Being Listed on the NYSE Insufficient to Confer Personal Jurisdiction

On May 15, 2019, Justice Scarpulla of the New York County Commercial Division issued a decision in Poms v. Dominion Diamond Corp., 2019 NY Slip Op. 31364(U), holding that being listed on the New York Stock Exchange is insufficient to create personal jurisdiction in New York, explaining:

Under CPLR 302(a)(l), jurisdiction may only be exercised over an out-of-state defendant if that defendant has purposefully transacted business within the state and there is a substantial relationship between the transaction and the claim asserted. Poms first argues that New York courts may exercise specific jurisdiction over Defendants because Dominion is traded on the New York Stock Exchange. However, it has been long held that a corporation is not doing business in New York for the purposes of conferring jurisdiction merely because its shares are listed on a New York Stock Exchange. Therefore, this is an insufficient basis to confer jurisdiction over Defendants.

(Internal quotations and citations omitted).

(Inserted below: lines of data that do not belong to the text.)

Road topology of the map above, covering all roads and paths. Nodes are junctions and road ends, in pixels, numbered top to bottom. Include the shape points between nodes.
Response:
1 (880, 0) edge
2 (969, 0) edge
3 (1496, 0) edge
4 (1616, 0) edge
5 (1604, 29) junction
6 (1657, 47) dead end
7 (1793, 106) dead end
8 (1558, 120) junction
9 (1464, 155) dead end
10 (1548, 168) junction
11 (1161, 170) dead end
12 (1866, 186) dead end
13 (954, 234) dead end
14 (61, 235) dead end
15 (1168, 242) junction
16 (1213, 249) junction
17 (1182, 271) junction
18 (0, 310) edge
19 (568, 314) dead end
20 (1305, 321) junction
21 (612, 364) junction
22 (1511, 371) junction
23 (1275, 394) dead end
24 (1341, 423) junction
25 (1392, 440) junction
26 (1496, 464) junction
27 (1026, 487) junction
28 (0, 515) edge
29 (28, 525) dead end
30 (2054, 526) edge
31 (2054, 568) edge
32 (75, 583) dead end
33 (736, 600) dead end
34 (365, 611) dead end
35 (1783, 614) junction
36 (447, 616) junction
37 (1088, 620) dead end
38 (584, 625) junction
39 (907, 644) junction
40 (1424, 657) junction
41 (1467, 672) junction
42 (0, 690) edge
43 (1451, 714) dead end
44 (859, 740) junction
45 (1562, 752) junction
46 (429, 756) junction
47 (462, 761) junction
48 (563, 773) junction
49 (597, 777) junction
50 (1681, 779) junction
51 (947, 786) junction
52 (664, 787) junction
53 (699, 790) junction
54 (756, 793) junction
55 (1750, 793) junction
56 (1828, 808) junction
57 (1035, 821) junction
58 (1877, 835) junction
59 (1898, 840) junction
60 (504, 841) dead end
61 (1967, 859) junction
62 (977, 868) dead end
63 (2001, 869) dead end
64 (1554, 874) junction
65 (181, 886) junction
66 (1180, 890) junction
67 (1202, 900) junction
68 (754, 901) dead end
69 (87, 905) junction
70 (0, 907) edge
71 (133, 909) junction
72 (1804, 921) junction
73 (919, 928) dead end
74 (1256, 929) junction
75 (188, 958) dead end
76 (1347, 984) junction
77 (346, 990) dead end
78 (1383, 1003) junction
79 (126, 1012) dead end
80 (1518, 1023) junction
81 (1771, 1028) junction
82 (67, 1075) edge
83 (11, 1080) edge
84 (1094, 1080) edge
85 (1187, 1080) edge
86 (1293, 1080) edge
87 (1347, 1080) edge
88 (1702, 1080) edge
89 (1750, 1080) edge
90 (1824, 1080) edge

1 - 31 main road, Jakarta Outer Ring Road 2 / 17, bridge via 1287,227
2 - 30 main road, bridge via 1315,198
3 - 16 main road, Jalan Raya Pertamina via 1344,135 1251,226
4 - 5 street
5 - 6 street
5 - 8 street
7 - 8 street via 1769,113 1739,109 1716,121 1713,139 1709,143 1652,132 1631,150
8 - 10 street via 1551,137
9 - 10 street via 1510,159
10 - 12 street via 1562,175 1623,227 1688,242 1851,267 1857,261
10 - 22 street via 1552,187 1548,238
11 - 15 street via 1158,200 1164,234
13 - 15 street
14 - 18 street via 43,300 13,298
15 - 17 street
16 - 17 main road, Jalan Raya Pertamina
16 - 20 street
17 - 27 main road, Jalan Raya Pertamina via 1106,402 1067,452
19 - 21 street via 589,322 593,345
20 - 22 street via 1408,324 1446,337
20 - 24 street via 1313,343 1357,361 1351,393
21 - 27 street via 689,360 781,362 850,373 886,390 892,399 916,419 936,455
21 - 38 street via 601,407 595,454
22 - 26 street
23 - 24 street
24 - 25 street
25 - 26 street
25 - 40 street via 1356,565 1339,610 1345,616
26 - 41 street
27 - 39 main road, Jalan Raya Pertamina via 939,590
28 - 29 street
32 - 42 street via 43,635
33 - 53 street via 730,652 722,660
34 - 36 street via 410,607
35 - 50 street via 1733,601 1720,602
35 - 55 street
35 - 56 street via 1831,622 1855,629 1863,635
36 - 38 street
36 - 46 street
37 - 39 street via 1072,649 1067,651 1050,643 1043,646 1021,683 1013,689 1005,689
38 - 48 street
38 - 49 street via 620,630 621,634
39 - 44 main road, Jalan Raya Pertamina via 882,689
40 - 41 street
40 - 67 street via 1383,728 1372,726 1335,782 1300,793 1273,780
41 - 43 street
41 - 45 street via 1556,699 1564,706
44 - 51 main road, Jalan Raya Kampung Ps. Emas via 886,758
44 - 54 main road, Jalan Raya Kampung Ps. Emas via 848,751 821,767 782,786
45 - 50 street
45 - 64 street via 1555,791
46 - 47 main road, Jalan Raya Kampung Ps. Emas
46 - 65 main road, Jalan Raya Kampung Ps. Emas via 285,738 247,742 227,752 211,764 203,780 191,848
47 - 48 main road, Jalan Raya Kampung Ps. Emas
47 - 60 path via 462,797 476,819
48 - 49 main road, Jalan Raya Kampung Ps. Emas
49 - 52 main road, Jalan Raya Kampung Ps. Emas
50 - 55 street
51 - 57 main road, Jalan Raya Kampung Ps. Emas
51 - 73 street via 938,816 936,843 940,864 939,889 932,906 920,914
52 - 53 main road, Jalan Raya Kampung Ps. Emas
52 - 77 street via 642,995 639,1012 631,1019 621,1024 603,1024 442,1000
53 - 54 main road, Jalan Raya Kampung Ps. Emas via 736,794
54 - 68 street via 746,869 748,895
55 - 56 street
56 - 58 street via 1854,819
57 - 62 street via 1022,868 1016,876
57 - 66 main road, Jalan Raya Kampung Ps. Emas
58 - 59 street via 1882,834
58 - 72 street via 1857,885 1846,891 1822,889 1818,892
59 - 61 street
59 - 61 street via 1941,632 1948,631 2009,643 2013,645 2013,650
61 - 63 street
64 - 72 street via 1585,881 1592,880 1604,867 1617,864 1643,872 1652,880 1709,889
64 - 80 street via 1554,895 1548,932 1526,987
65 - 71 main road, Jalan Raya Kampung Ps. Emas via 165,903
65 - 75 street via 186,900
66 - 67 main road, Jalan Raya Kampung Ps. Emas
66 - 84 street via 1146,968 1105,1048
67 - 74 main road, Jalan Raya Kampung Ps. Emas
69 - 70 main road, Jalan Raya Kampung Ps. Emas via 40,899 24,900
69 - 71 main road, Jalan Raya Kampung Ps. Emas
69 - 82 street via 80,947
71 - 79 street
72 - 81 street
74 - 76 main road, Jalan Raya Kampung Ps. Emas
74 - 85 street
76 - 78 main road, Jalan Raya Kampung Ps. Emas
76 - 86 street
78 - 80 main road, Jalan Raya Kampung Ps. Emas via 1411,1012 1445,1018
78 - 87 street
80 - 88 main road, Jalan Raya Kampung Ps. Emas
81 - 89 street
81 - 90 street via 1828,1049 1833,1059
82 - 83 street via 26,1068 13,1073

This decision illustrates an issue that often arises in commercial litigation in New York. Whether the defendant is located on the other side of the world or across the Hudson in New Jersey, a New York court cannot assert jurisdiction over the defendant (that is, hear a case against it) unless there is a proper connection between the defendant and New York. Contact Schlam Stone & Dolan partner John Lundin at jlundin@schlamstone.com if you or a client face a situation where you are unsure whether there is jurisdiction over you, or over a party with which you are having a dispute, in New York.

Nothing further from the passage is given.